* **Task description**
Copy all lines below that use the word "Northeast".

+---+

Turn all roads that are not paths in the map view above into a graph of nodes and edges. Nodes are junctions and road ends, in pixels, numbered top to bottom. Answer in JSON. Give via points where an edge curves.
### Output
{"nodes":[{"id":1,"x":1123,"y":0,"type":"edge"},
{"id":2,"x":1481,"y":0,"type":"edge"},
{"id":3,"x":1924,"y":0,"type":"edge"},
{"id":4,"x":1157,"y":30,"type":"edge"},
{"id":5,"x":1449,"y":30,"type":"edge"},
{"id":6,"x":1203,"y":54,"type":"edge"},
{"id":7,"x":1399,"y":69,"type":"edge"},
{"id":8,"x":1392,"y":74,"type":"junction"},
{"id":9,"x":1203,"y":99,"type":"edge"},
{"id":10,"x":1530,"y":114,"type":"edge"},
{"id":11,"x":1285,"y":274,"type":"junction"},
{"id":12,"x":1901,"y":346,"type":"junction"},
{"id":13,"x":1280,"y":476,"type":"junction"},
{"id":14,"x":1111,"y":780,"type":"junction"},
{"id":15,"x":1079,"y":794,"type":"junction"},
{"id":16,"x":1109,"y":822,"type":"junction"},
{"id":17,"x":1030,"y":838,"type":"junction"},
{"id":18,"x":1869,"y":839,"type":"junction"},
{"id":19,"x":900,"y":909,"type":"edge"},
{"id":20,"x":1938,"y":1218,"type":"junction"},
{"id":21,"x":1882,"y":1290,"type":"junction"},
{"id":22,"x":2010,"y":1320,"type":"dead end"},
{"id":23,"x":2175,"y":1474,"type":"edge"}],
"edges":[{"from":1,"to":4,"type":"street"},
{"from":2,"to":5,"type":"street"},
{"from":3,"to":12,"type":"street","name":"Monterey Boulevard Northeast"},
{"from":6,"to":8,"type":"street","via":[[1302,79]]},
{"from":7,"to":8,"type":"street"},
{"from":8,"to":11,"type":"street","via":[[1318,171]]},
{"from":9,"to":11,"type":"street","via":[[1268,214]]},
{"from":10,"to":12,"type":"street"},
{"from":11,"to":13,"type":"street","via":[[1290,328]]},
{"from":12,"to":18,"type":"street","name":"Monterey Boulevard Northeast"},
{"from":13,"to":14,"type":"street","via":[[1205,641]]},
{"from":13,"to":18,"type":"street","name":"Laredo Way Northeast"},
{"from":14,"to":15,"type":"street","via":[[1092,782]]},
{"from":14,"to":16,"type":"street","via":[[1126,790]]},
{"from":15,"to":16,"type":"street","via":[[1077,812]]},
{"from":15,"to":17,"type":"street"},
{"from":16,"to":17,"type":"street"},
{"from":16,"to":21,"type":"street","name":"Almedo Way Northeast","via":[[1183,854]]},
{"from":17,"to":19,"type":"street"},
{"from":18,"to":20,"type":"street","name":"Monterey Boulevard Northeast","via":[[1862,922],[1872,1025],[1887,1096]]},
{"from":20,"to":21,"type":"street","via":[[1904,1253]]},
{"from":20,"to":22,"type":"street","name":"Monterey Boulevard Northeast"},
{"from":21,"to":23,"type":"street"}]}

+---+

* **Task result**
{"from":3,"to":12,"type":"street","name":"Monterey Boulevard Northeast"},
{"from":12,"to":18,"type":"street","name":"Monterey Boulevard Northeast"},
{"from":13,"to":18,"type":"street","name":"Laredo Way Northeast"},
{"from":16,"to":21,"type":"street","name":"Almedo Way Northeast","via":[[1183,854]]},
{"from":18,"to":20,"type":"street","name":"Monterey Boulevard Northeast","via":[[1862,922],[1872,1025],[1887,1096]]},
{"from":20,"to":22,"type":"street","name":"Monterey Boulevard Northeast"},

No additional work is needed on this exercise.